Your instructions:
From the data below, copy exactly the lines that lie between the one holding "thumb tip: (1126, 868)" and the one holding "pinky tip: (1152, 983)", including both, and nothing more.

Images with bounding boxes

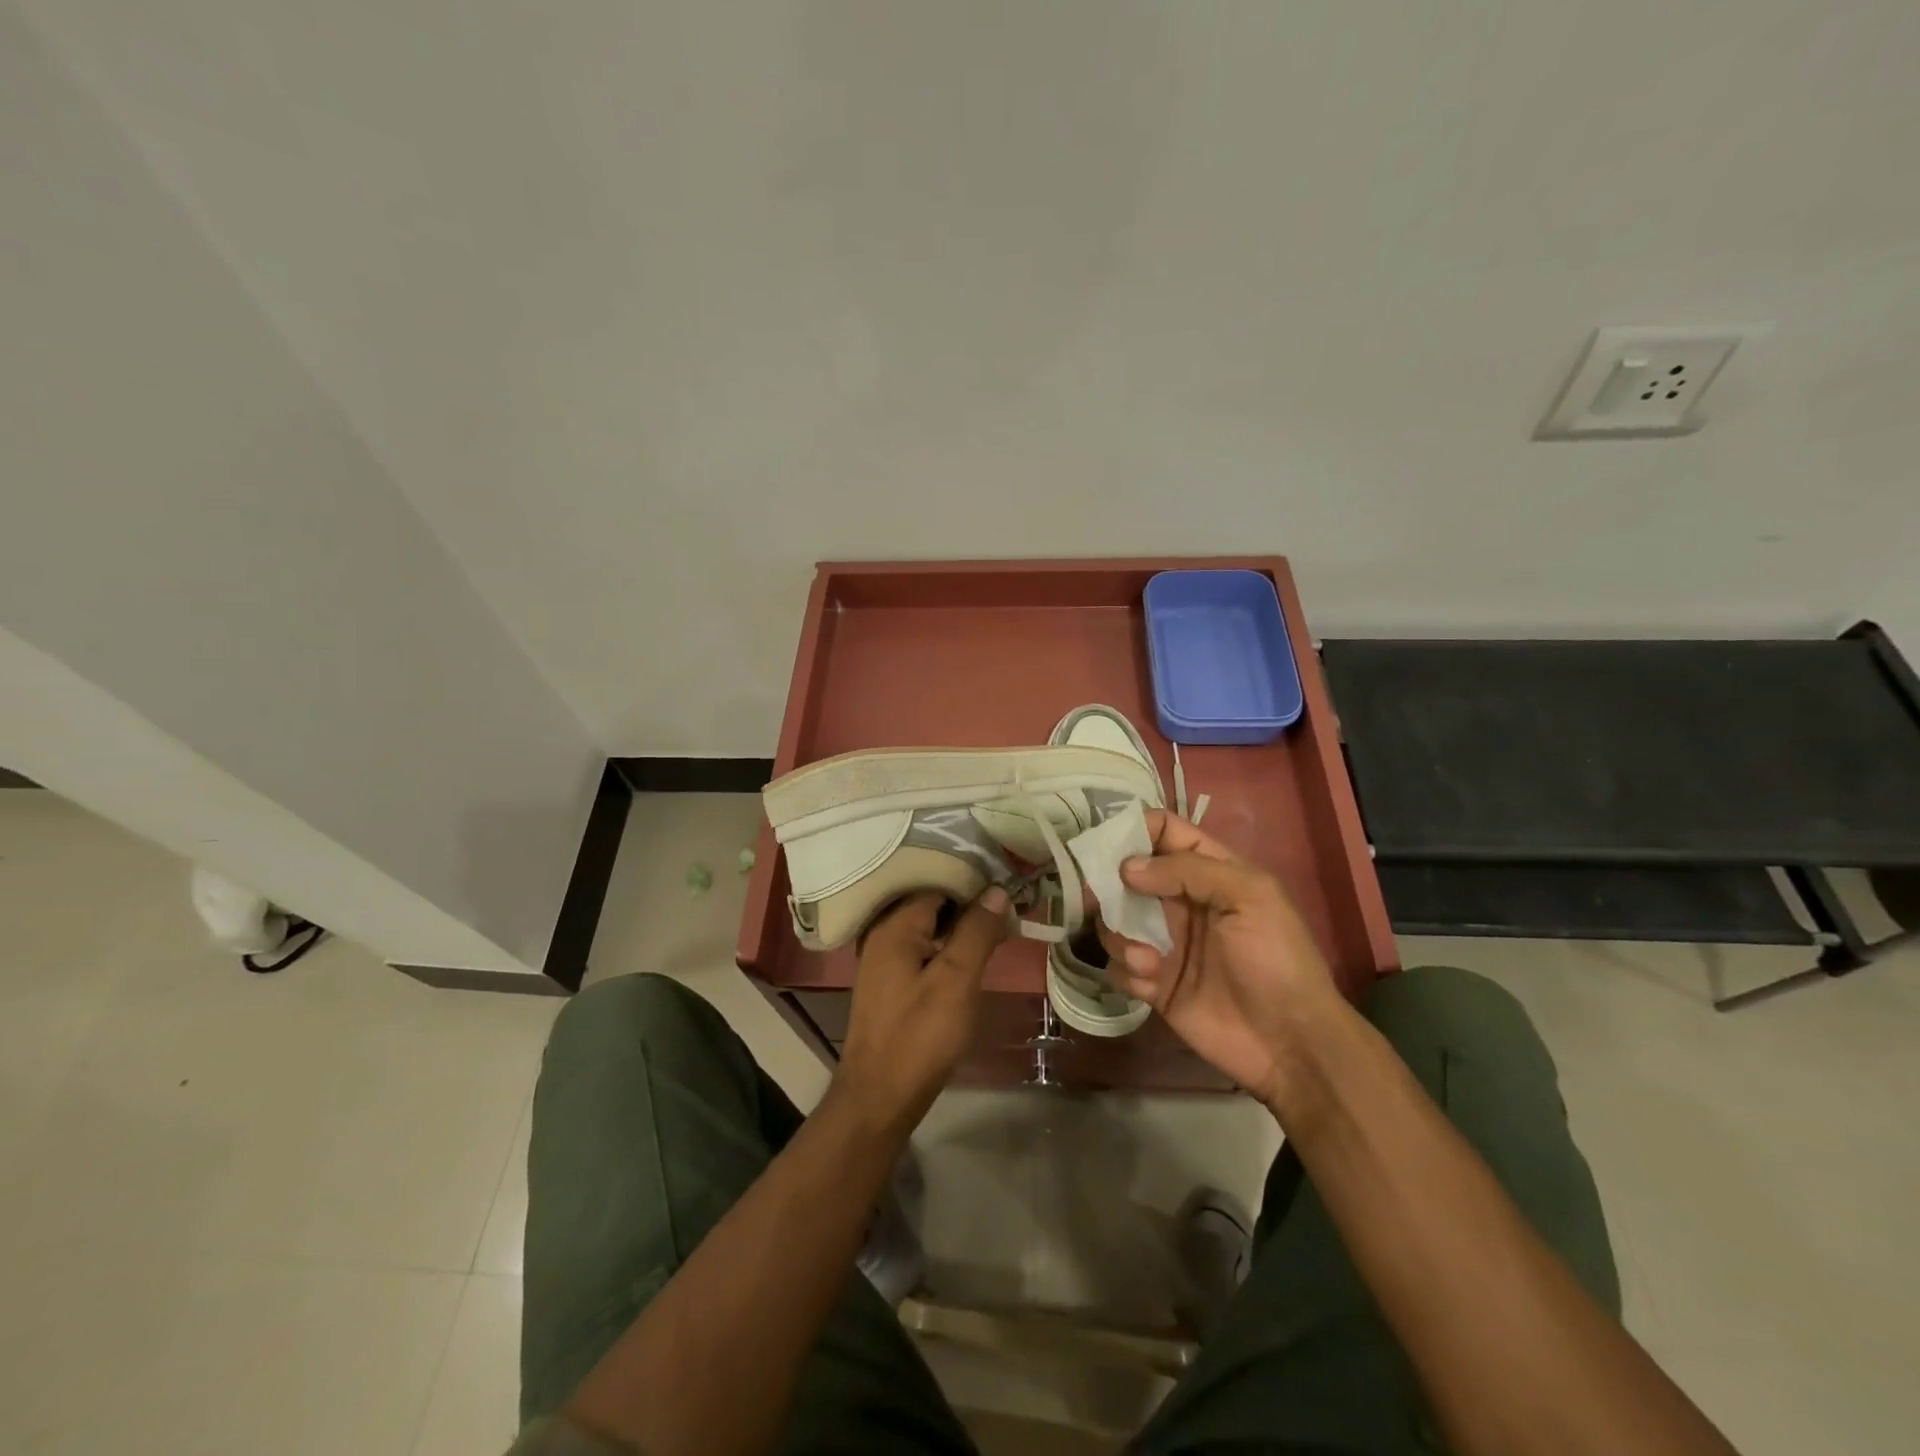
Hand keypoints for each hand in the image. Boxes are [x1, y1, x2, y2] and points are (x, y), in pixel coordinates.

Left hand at [834, 886, 1008, 1135]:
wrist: (879, 1098)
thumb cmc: (919, 1037)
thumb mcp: (956, 981)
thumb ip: (976, 932)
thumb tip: (997, 890)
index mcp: (893, 924)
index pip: (937, 881)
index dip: (974, 881)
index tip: (1009, 884)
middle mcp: (882, 932)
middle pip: (931, 900)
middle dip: (969, 900)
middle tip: (1010, 904)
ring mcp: (883, 958)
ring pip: (928, 924)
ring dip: (960, 923)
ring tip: (999, 923)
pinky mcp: (890, 980)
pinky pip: (921, 945)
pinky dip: (946, 942)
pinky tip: (971, 951)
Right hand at [1100, 810, 1338, 1112]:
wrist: (1290, 1043)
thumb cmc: (1276, 958)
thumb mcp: (1249, 897)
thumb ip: (1189, 870)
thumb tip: (1126, 868)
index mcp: (1208, 871)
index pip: (1163, 832)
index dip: (1133, 829)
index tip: (1107, 844)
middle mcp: (1179, 901)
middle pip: (1126, 875)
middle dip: (1106, 884)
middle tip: (1095, 898)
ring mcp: (1164, 942)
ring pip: (1114, 921)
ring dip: (1119, 935)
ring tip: (1146, 959)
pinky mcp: (1152, 983)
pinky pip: (1118, 965)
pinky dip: (1126, 970)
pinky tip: (1152, 983)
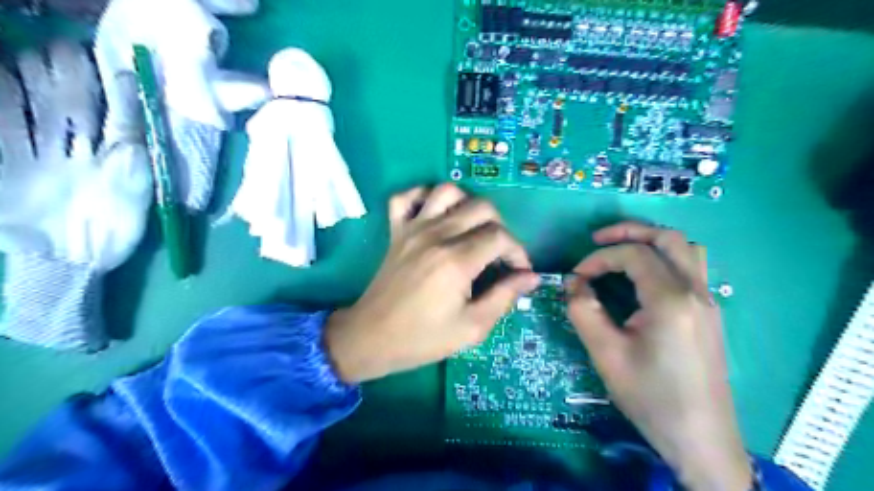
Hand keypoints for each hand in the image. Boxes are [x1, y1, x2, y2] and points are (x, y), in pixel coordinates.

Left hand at [324, 185, 535, 382]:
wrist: (371, 338)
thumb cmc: (423, 338)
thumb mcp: (471, 328)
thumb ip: (504, 297)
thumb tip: (531, 277)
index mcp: (456, 261)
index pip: (500, 237)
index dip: (518, 252)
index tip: (518, 271)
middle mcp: (436, 236)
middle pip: (481, 207)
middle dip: (500, 227)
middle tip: (498, 254)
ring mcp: (413, 229)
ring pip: (448, 191)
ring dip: (467, 204)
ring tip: (472, 229)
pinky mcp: (396, 231)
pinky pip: (406, 197)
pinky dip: (422, 196)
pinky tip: (434, 214)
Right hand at [566, 223, 750, 490]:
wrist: (700, 438)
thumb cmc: (650, 397)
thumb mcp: (606, 354)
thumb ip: (584, 311)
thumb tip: (573, 283)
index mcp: (671, 300)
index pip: (633, 255)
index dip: (599, 258)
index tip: (577, 277)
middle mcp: (696, 291)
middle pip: (667, 238)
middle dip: (629, 231)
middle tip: (597, 239)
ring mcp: (709, 300)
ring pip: (685, 248)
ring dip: (651, 241)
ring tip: (622, 250)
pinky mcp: (710, 312)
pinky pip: (691, 267)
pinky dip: (665, 257)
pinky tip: (644, 277)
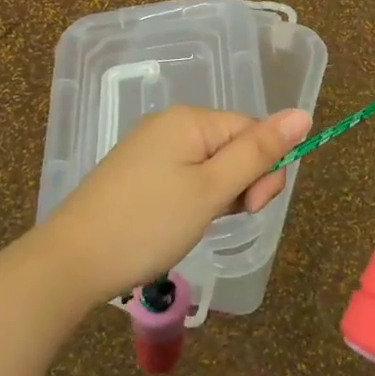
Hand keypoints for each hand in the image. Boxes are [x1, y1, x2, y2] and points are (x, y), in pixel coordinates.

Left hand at [42, 105, 310, 304]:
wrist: (71, 262)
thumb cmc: (148, 224)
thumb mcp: (211, 190)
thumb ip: (258, 153)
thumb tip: (303, 113)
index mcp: (189, 120)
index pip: (252, 130)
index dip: (263, 169)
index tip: (251, 209)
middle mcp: (169, 125)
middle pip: (232, 145)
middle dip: (241, 183)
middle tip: (222, 218)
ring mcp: (149, 149)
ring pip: (210, 165)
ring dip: (218, 195)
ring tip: (195, 225)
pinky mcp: (136, 173)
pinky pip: (184, 177)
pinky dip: (193, 200)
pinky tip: (178, 224)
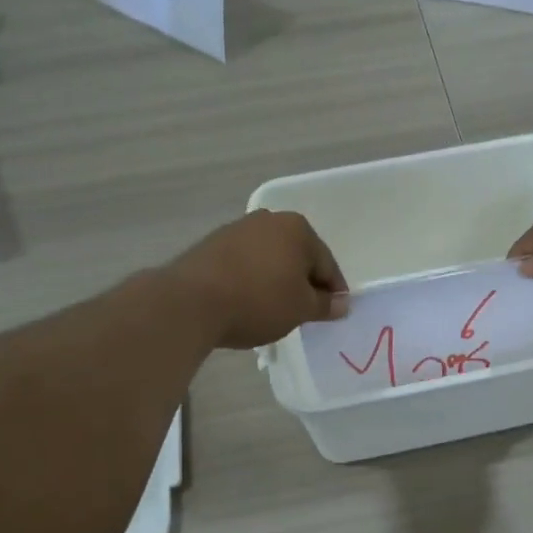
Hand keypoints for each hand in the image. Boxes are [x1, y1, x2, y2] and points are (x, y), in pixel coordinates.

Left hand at [165, 210, 347, 349]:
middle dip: (303, 282)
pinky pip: (244, 263)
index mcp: (298, 229)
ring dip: (276, 279)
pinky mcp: (212, 244)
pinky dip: (252, 279)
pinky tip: (247, 301)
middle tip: (304, 311)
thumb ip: (325, 304)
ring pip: (270, 258)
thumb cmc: (258, 301)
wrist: (191, 302)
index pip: (326, 263)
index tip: (333, 312)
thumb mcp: (300, 309)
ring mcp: (237, 229)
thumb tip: (342, 303)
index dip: (333, 291)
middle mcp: (269, 220)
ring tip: (274, 309)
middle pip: (297, 256)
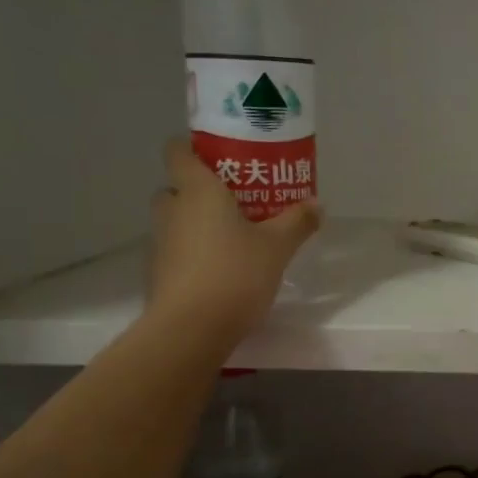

Your response:
thumb tip: (1126, 868)
index mcp: (1208, 871)
index pip: (1163, 832)
index dip: (1133, 829)
index tip: (1107, 844)
middle mcp: (1179, 901)
middle pip: (1126, 875)
middle dip: (1106, 884)
middle tip: (1095, 898)
ring mcp: (1164, 942)
ring pip: (1114, 921)
ring dip: (1119, 935)
ring tip: (1146, 959)
pinky mcp: (1152, 983)
pinky pip: (1118, 965)
pinky dip: (1126, 970)
pinky tip: (1152, 983)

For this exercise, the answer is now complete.